Precisão do desenho e planejamento, adoção de uma legislação adequada e responsável e criação de um plano de financiamento seguro e viável. Estas são as apostas do novo pacto global para solucionar a divisão social e urbanística das cidades.
Por detrás de um belo edifício há muito mais que desenho inovador ou obra estonteante. Invisível aos olhos de um admirador comum, sua construção exige o respeito a regras claras, que não infrinjam no marco jurídico determinado para a edificação. Demanda também um plano de financiamento sólido que permita sua elevação segura e precisa.
Ignorar o conjunto desses três fatores pode resultar em um desastre arquitetônico. Por sua vez, multiplicar esse erro e negligenciar essa tríplice aliança no crescimento das cidades pode provocar uma catástrofe urbanística.

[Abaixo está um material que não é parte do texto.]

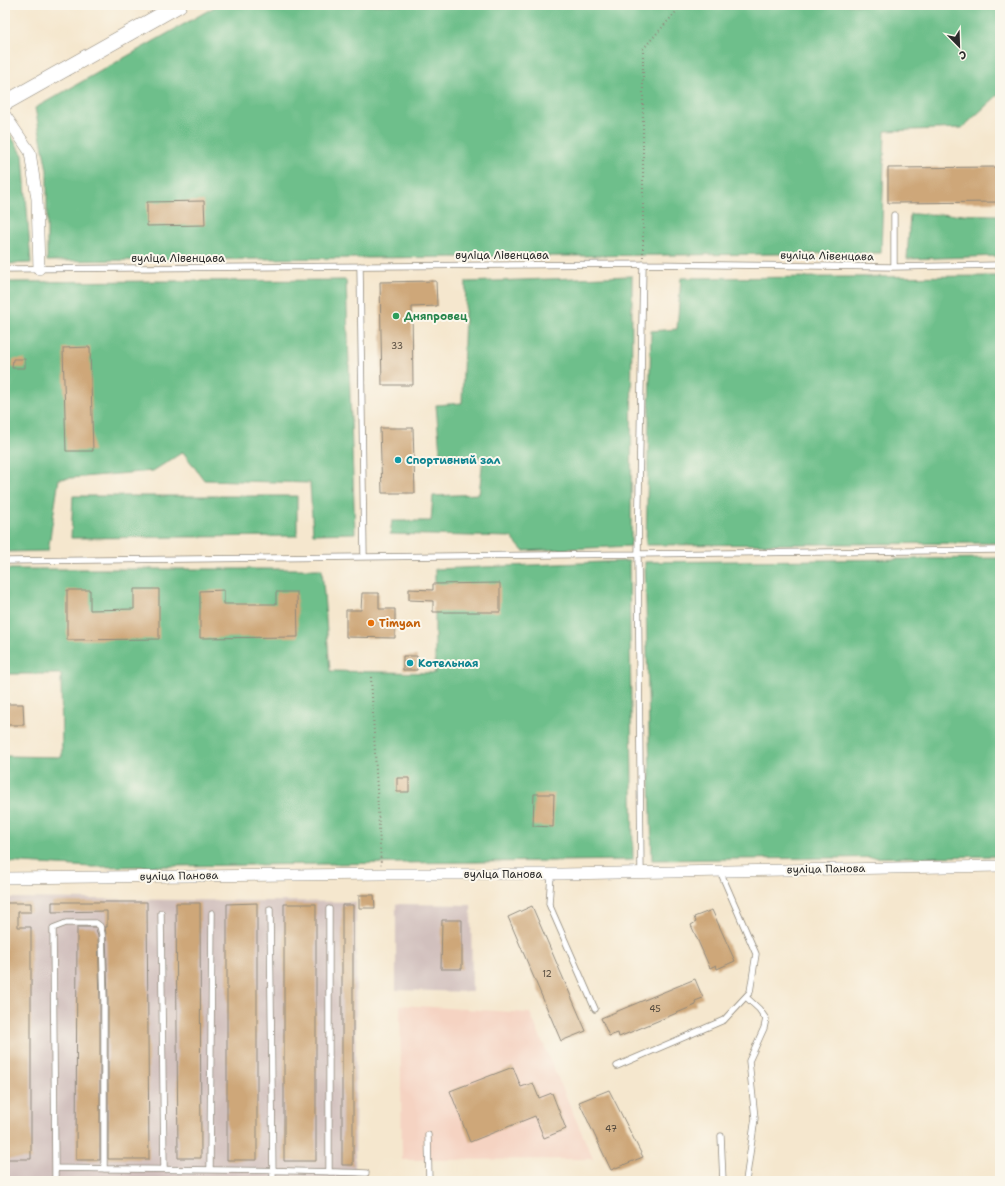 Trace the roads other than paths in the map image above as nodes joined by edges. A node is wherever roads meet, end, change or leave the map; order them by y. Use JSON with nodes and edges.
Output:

Durante anos, a expansão de centros urbanos, principalmente na América Latina, seguiu esta lógica de dispersão. De um lado, surgiram “cidades muradas”, zonas residenciais restritas a um seleto grupo de cidadãos. Por outro, assentamentos informais dominaram a paisagem urbana, gerando mais desigualdade e exclusão. Um paradoxo difícil de solucionar.

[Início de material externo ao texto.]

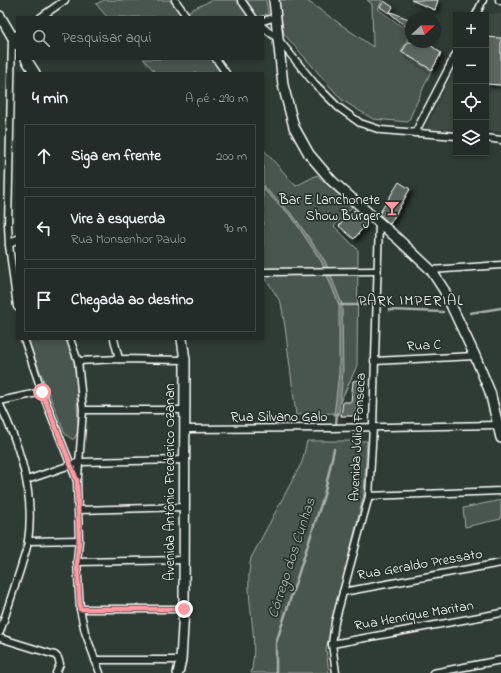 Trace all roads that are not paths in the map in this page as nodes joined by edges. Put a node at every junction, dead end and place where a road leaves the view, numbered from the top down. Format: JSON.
{"nodes":[{"id":1,"x":65,"y":0,"type":"edge"},
{"id":2,"x":175,"y":0,"type":"edge"},
{"id":3,"x":241,"y":0,"type":"edge"},
{"id":4,"x":274,"y":0,"type":"edge"},
{"id":5,"x":483,"y":0,"type":"edge"},
{"id":6,"x":477,"y":12,"type":"edge"},
{"id":7,"x":0,"y":16,"type":"edge"},
{"id":8,"x":42,"y":16,"type":"edge"},
{"id":9,"x":186,"y":16,"type":"edge"},
{"id":10,"x":252,"y":16,"type":"edge"},
{"id":11,"x":276,"y":17,"type":"junction"},
{"id":12,"x":264,"y":21,"type":"edge"},
{"id":13,"x":264,"y":28,"type":"edge"},
{"id":14,"x":15,"y":39,"type":"edge"},
{"id":15,"x":278,"y":39,"type":"junction"},
{"id":16,"x":27,"y":60,"type":"edge"},
{"id":17,"x":217,"y":60,"type":"edge"},
{"id":18,"x":453,"y":60,"type":"edge"},
{"id":19,"x":34,"y":72,"type":"edge"},
{"id":20,"x":225,"y":72,"type":"edge"},
{"id":21,"x":415,"y":133,"type":"junction"},
{"id":22,"x":453,"y":136,"type":"edge"},
{"id":23,"x":489,"y":138,"type":"edge"},
{"id":24,"x":501,"y":140,"type":"edge"},
{"id":25,"x":379,"y":222,"type":"junction"},
{"id":26,"x":14,"y":243,"type":"edge"},
{"id":27,"x":501,"y":265,"type":"edge"},
{"id":28,"x":431,"y":270,"type":"junction"},
{"id":29,"x":377,"y":271,"type":"junction"},
{"id":30,"x":264,"y":272,"type":"edge"},
{"id":31,"x":16,"y":286,"type":"edge"},
{"id":32,"x":24,"y":340,"type":"edge"},
{"id":33,"x":70,"y":340,"type":"edge"},
{"id":34,"x":114,"y":340,"type":"edge"},
{"id":35,"x":182,"y":340,"type":"edge"},
{"id":36,"x":475,"y":356,"type":"junction"},
{"id":37,"x":119,"y":359,"type":"junction"},
{"id":38,"x":185,"y":360,"type":"junction"},
{"id":39,"x":78,"y":361,"type":"junction"},
{"id":40,"x":374,"y":361,"type":"junction"},
{"id":41,"x":42,"y":392,"type":"junction"},
{"id":42,"x":0,"y":401,"type":"edge"},
{"id":43,"x":0,"y":404,"type":"edge"},
{"id":44,"x":83,"y":410,"type":"junction"},
{"id":45,"x":185,"y":410,"type":"junction"},
{"id":46,"x":498,"y":425,"type":"junction"},
{"id":47,"x":373,"y":427,"type":"junction"},
{"id":48,"x":186,"y":429,"type":"junction"},
{"id":49,"x":501,"y":438,"type":"edge"},
{"id":50,"x":185,"y":460,"type":"junction"},
{"id":51,"x":79,"y":462,"type":"junction"},
{"id":52,"x":71,"y":464,"type":"junction"},
{"id":53,"x":27,"y":480,"type":"junction"},
{"id":54,"x":77,"y":481,"type":"junction"},
{"id":55,"x":501,"y":491,"type":"edge"},
{"id":56,"x":369,"y":496,"type":"junction"},
{"id":57,"x":185,"y":507,"type":"junction"},
{"id":58,"x":79,"y":510,"type":"junction"},
{"id":59,"x":79,"y":540,"type":"junction"},
{"id":60,"x":28,"y":541,"type":"junction"},
{"id":61,"x":184,"y":560,"type":"junction"},
{"id":62,"x":77,"y":562,"type":"junction"},
{"id":63,"x":501,"y":563,"type":"edge"},
{"id":64,"x":343,"y":592,"type":"junction"},
{"id":65,"x":80,"y":609,"type":"junction"},
{"id":66,"x":184,"y":609,"type":"junction"},
{"id":67,"x":501,"y":613,"type":"edge"},
{"id":68,"x":0,"y":632,"type":"edge"},
{"id":69,"x":0,"y":638,"type":"edge"},
{"id":70,"x":332,"y":644,"type":"junction"},
{"id":71,"x":95,"y":660,"type":"junction"},
{"id":72,"x":181,"y":660,"type":"junction"},
{"id":73,"x":501,"y":660,"type":"edge"},
{"id":74,"x":56,"y":673,"type":"edge"},
{"id":75,"x":100,"y":673,"type":"edge"},
{"id":76,"x":178,"y":673,"type":"edge"},
{"id":77,"x":336,"y":673,"type":"edge"},
{"id":78,"x":433,"y":673,"type":"edge"}],
"edges":[{"from":1,"to":8,"type":"street"},
{"from":2,"to":9,"type":"street"},
{"from":3,"to":10,"type":"street"},
{"from":4,"to":11,"type":"street"},
{"from":5,"to":6,"type":"street"},
{"from":7,"to":14,"type":"street"},
{"from":11,"to":12,"type":"street"},
{"from":11,"to":15,"type":"street"},
{"from":13,"to":15,"type":"street"},
{"from":14,"to":26,"type":"street"},
{"from":15,"to":21,"type":"street"},
{"from":15,"to":25,"type":"street"},
{"from":16,"to":19,"type":"street"},
{"from":17,"to":20,"type":"street"},
{"from":18,"to":21,"type":"street"},
{"from":21,"to":22,"type":"street"},
{"from":23,"to":24,"type":"street"},
{"from":25,"to":28,"type":"street"},
{"from":25,"to":29,"type":"street","name":"Avenida Júlio Fonseca"},
{"from":26,"to":31,"type":"street"},
{"from":27,"to":28,"type":"street"},
{"from":28,"to":36,"type":"street"},
{"from":29,"to":30,"type":"street"},
{"from":29,"to":40,"type":"street","name":"Avenida Júlio Fonseca"},
{"from":32,"to":41,"type":"street"},
{"from":33,"to":39,"type":"street"},
{"from":34,"to":37,"type":"street"},
{"from":35,"to":38,"type":"street","name":"Avenida Antônio Frederico Ozanan"},
{"from":36,"to":40,"type":"street","name":"Rua C"},
{"from":36,"to":46,"type":"street"},
{"from":37,"to":38,"type":"street"},
{"from":37,"to":39,"type":"street"},
{"from":38,"to":45,"type":"street","name":"Avenida Antônio Frederico Ozanan"},
{"from":39,"to":44,"type":"street"},
{"from":40,"to":47,"type":"street","name":"Avenida Júlio Fonseca"},
{"from":41,"to":42,"type":"street"},
{"from":41,"to":52,"type":"street"},
{"from":43,"to":53,"type":"street"},
{"from":44,"to":45,"type":"street"},
{"from":44,"to":51,"type":"street"},
{"from":45,"to":48,"type":"street","name":"Avenida Antônio Frederico Ozanan"},
{"from":46,"to":47,"type":"street","name":"Rua Silvano Galo"},
{"from":46,"to":49,"type":"street"},
{"from":47,"to":48,"type":"street","name":"Rua Silvano Galo"},
{"from":47,"to":56,"type":"street","name":"Avenida Júlio Fonseca"},
{"from":48,"to":50,"type":"street","name":"Avenida Antônio Frederico Ozanan"},
{"from":50,"to":51,"type":"street"},
{"from":50,"to":57,"type":"street","name":"Avenida Antônio Frederico Ozanan"},
{"from":51,"to":52,"type":"street"},
{"from":51,"to":54,"type":"street"},
{"from":52,"to":53,"type":"street"},
{"from":52,"to":54,"type":"street"},
{"from":53,"to":60,"type":"street"},
{"from":54,"to":58,"type":"street"},
{"from":55,"to":56,"type":"street"},
{"from":56,"to":64,"type":"street","name":"Avenida Júlio Fonseca"},
{"from":57,"to":58,"type":"street"},
{"from":57,"to":61,"type":"street","name":"Avenida Antônio Frederico Ozanan"},
{"from":58,"to":59,"type":"street"},
{"from":59,"to":60,"type":"street"},
{"from":59,"to":62,"type":"street"},
{"from":60,"to":68,"type":"street"},
{"from":61,"to":62,"type":"street"},
{"from":61,"to":66,"type":"street","name":"Avenida Antônio Frederico Ozanan"},
{"from":62,"to":65,"type":"street"},
{"from":63,"to":64,"type":"street","name":"Rua Geraldo Pressato"},
{"from":64,"to":70,"type":"street","name":"Avenida Júlio Fonseca"},
{"from":65,"to":66,"type":"street"},
{"from":65,"to":71,"type":"street"},
{"from":66,"to":72,"type":"street","name":"Avenida Antônio Frederico Ozanan"},
{"from":67,"to":70,"type":"street","name":"Rua Henrique Maritan"},
{"from":69,"to":74,"type":"street"},
{"from":70,"to":77,"type":"street","name":"Avenida Júlio Fonseca"},
{"from":71,"to":72,"type":"street"},
{"from":71,"to":75,"type":"street"},
{"from":72,"to":76,"type":"street","name":"Avenida Antônio Frederico Ozanan"},
{"from":73,"to":78,"type":"street"}]}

A criação da Nova Agenda Urbana busca dar resposta a essa crescente dicotomia. Hoje atores e setores atuam como elos independentes da mesma corrente, que separados, não levam a lugar nenhum. À falta de diálogo e interdependência, o resultado é um desenvolvimento compartimentalizado.
Outros componentes que emaranham essa dinâmica residem em políticas locais antiquadas, interesses partidários e centralização de decisões na esfera nacional. A urbanização galopante, a falta de regulamentação do solo e a carência de recursos próprios locais para a gestão de melhorias adequadas - especialmente em infraestrutura e provisão de serviços básicos - são outros fatores que incrementam esse contrassenso.
O que propõe a nova agenda urbana é a ruptura desse círculo vicioso. Em consenso, líderes mundiais adotaram em outubro esse conjunto de diretrizes para promover o desenvolvimento urbano sustentável. O documento defende o fortalecimento de ações concretas de longo prazo, que impactem a cidade como um todo, viabilizadas por mecanismos sólidos de financiamento e instrumentos eficazes de controle.
Reinvenção das metrópoles
Este é caminho que a cidade de São Paulo escolheu há dois anos. A aprovação do novo Plano Diretor, que norteará o desenvolvimento e crescimento da cidade nos próximos 16 anos, representa uma mudança de paradigma na metrópole brasileira a favor de um reequilíbrio das desigualdades socioterritoriais. Uma fórmula já referenciada internacionalmente como boa prática por seguir à risca a Nova Agenda Urbana.
A proposta para reorganizar uma das maiores metrópoles do mundo é resultado de uma extensa consulta popular, que incluiu mais de 100 audiências públicas. Entre os princípios acordados estão a valorização do transporte público, criação de emprego em áreas de grande acumulação demográfica e construção de moradias populares. Ideias tão simples como a criação de fachadas ativas dinamizam passeios públicos, aumentam a segurança e otimizam o setor de comércio e serviços locais. As normas aprovadas também impõem detalhados critérios de edificação e precificam da construção e do uso do solo, segundo o local e projeto ensejado. A tributação gera um fluxo de capital constante responsável por viabilizar projetos de revitalização da cidade e de coesão social.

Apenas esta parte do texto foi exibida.